- REQUIRED ACTION -
Only lines containing "lane" belong in the answer, each copied from the entries below.

- Saved entries -
# # # # # # #

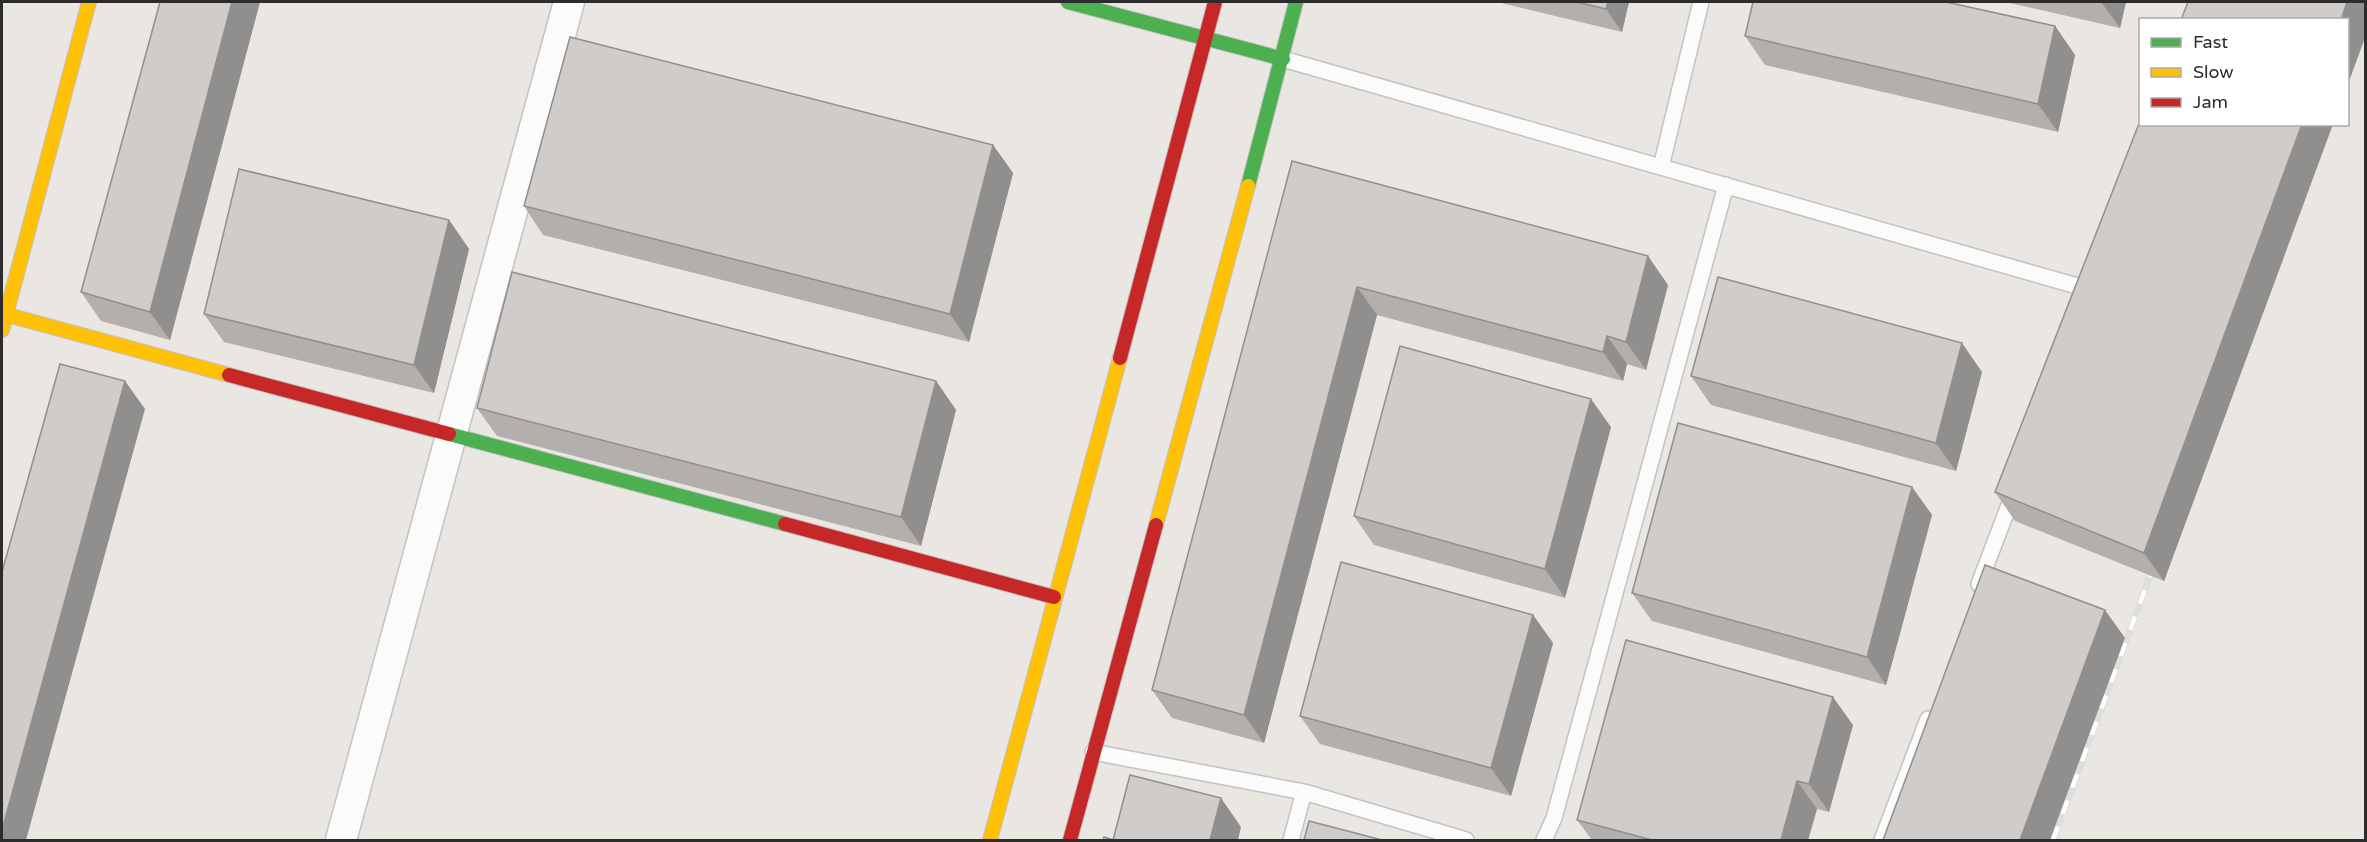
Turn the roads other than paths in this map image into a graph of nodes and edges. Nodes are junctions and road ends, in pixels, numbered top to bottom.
1 (89, 2) edge
2 (569, 2) edge
3 (1068, 2) edge
4 (1215, 2) edge
5 (1296, 2) edge
6 (1701, 2) edge
7 (1206, 39) junction
8 (1283, 59) junction
9 (1661, 167) junction
10 (1726, 185) junction
11 (2091, 290) edge
12 (4, 314) junction
13 (2, 330) edge
14 (451, 435) junction
15 (2020, 477) edge
16 (1054, 597) junction
17 (1974, 598) edge
18 (1932, 708) edge
19 (1093, 752) junction
20 (1304, 792) junction
21 (341, 840) edge
22 (990, 840) edge
23 (1070, 840) edge
24 (1291, 840) edge
25 (1466, 840) edge
26 (1544, 840) edge
27 (1882, 840) edge

1 - 12 street
2 - 14 street
3 - 7 street
4 - 7 street
5 - 8 street
6 - 9 lane
7 - 8 street
7 - 16 street
8 - 9 lane
8 - 19 street
9 - 10 lane
10 - 11 lane
10 - 26 lane
12 - 13 street
12 - 14 street
14 - 16 street
14 - 21 street
15 - 17 lane
16 - 22 street
18 - 27 lane
19 - 20 lane
19 - 23 street
20 - 24 lane
20 - 25 lane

# # # # # # #

- EXERCISE OUTPUT -
6 - 9 lane
8 - 9 lane
9 - 10 lane
10 - 11 lane
10 - 26 lane
15 - 17 lane
18 - 27 lane
19 - 20 lane
20 - 24 lane
20 - 25 lane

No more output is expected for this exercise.